Logo Questions Linux Laravel Mysql Ubuntu Git Menu
 

Alignment of Heap Arrays in C and C++ to Ease Compiler (GCC) Vectorization

I'm currently cooking up a wrapper container template class for std::vector that automatically creates a multi-resolution pyramid of the elements in its std::vector.

The key issue now is that I want the creation of the pyramid to be (GCC) auto-vectorizable.

All the data arrays stored internally in the std::vector and in my resolution pyramid are all create on the heap using standard new or allocator template argument.

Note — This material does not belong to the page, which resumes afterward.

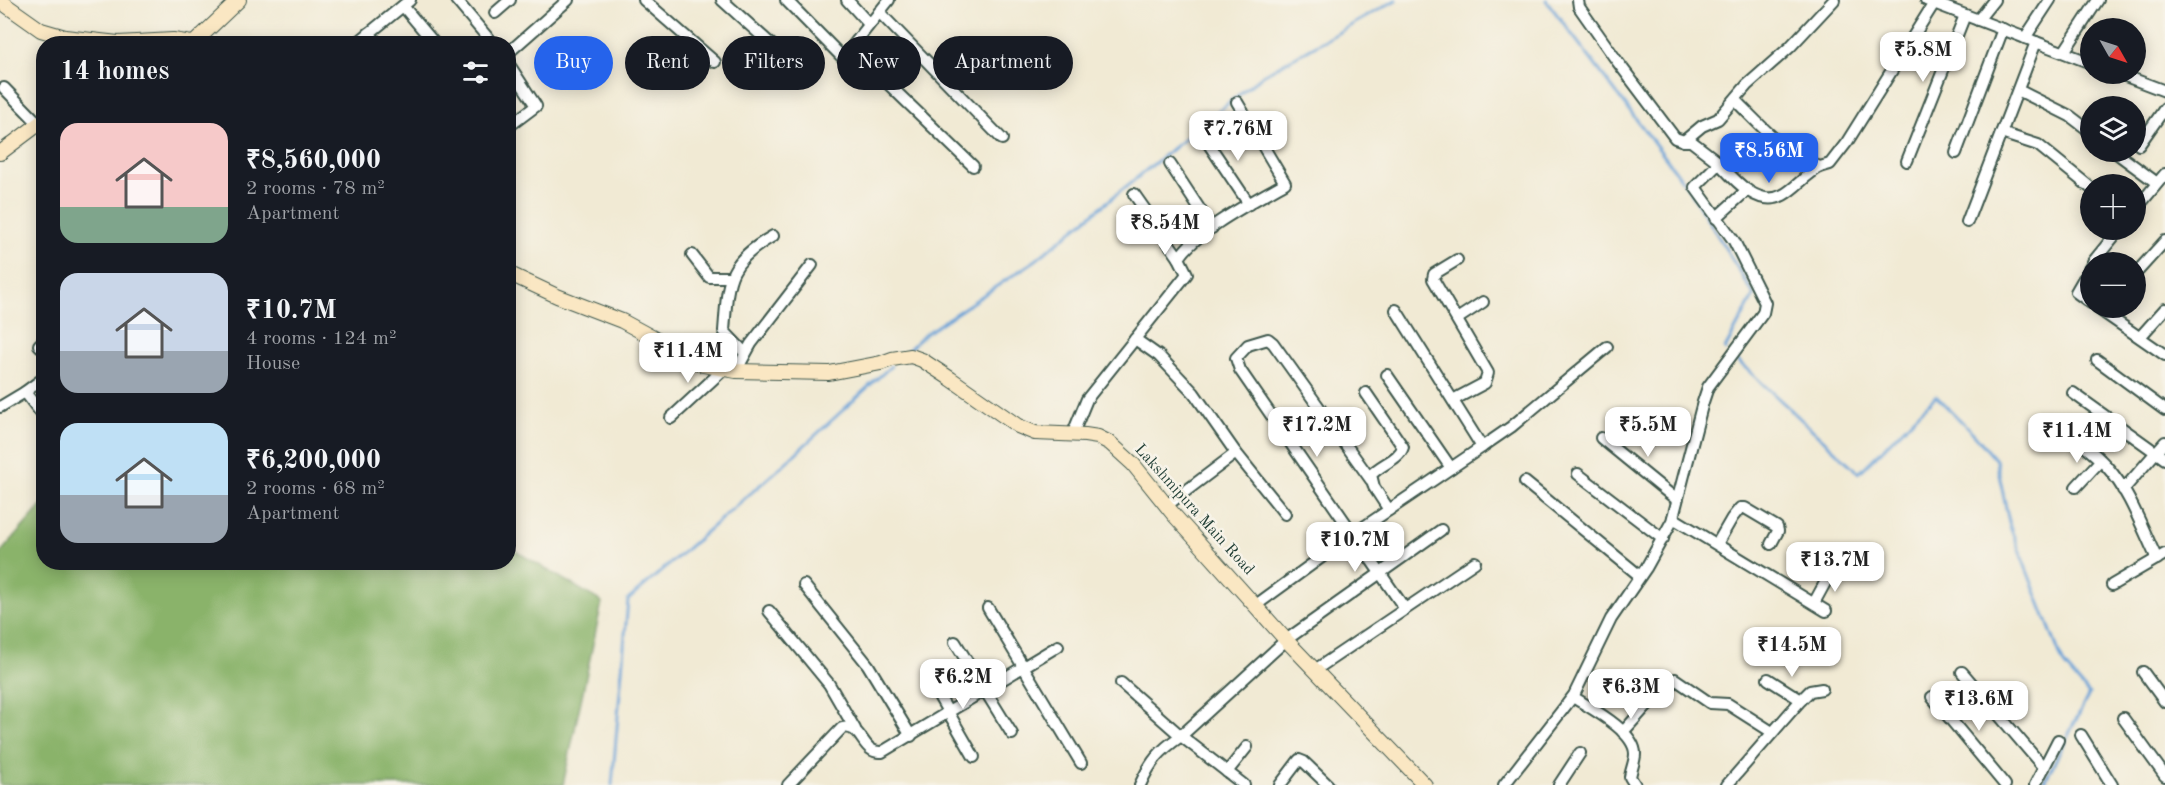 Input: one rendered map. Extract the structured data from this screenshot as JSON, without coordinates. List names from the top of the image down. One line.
{"streets":{"main road":["Lakshmipura Main Road"]},"north":"bottom right","page":{"map_buttons":["+","−"],"price":["₹5.8M","₹7.76M","₹8.56M","₹8.54M","₹11.4M","₹17.2M","₹5.5M","₹11.4M","₹10.7M","₹13.7M","₹14.5M","₹6.2M","₹6.3M","₹13.6M"],"chip":["Buy","Rent","Filters","New","Apartment"],"heading":"14 homes","list":[{"name":"₹8,560,000","note":"2 rooms · 78 m² · Apartment"},{"name":"₹10.7M","note":"4 rooms · 124 m² · House"},{"name":"₹6,200,000","note":"2 rooms · 68 m² · Apartment"}]}}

Is there someway I can help the compiler to force a specific alignment on my data so that the vectorization can operate on element (arrays) (blocks) with optimal alignment (typically 16).

I'm therefore using the custom allocator AlignmentAllocator but the GCC auto-vectorization message output still claims unaligned memory in std::mr_vector::construct_pyramid line 144 in multi_resolution.hpp containing the expression

for (size_t s = 1; s < snum; s++) { // for each cached scale
...
}

as follows

tests/../multi_resolution.hpp:144: note: Detected interleaving *D.3088_68 and MEM[(const value_type &)D.3087_61]
tests/../multi_resolution.hpp:144: note: versioning for alias required: can't determine dependence between *D.3088_68 and *D.3082_53
tests/../multi_resolution.hpp:144: note: mark for run-time aliasing test between *D.3088_68 and *D.3082_53
tests/../multi_resolution.hpp:144: note: versioning for alias required: can't determine dependence between MEM[(const value_type &)D.3087_61] and *D.3082_53
tests/../multi_resolution.hpp:144: note: mark for run-time aliasing test between MEM[(const value_type &)D.3087_61] and *D.3082_53
tests/../multi_resolution.hpp:144: note: found equal ranges MEM[(const value_type &)D.3087_61], *D.3082_53 and *D.3088_68, *D.3082_53
tests/../multi_resolution.hpp:144: note: Vectorizing an unaligned access.
tests/../multi_resolution.hpp:144: note: Vectorizing an unaligned access.
tests/../multi_resolution.hpp:144: note: vect_model_load_cost: strided group_size = 2 .
tests/../multi_resolution.hpp:144: note: vect_model_load_cost: unaligned supported by hardware.
tests/../multi_resolution.hpp:144: note: vect_model_load_cost: inside_cost = 4, outside_cost = 0 .
tests/../multi_resolution.hpp:144: note: vect_model_load_cost: unaligned supported by hardware.
tests/../multi_resolution.hpp:144: note: vect_model_load_cost: inside_cost = 2, outside_cost = 0 .
tests/../multi_resolution.hpp:144: note: vect_model_simple_cost: inside_cost = 1, outside_cost = 0 .
tests/../multi_resolution.hpp:144: note: vect_model_simple_cost: inside_cost = 1, outside_cost = 1 .
tests/../multi_resolution.hpp:144: note: vect_model_store_cost: unaligned supported by hardware.
tests/../multi_resolution.hpp:144: note: vect_model_store_cost: inside_cost = 2, outside_cost = 0 .
tests/../multi_resolution.hpp:144: note: cost model: Adding cost of checks for loop versioning aliasing.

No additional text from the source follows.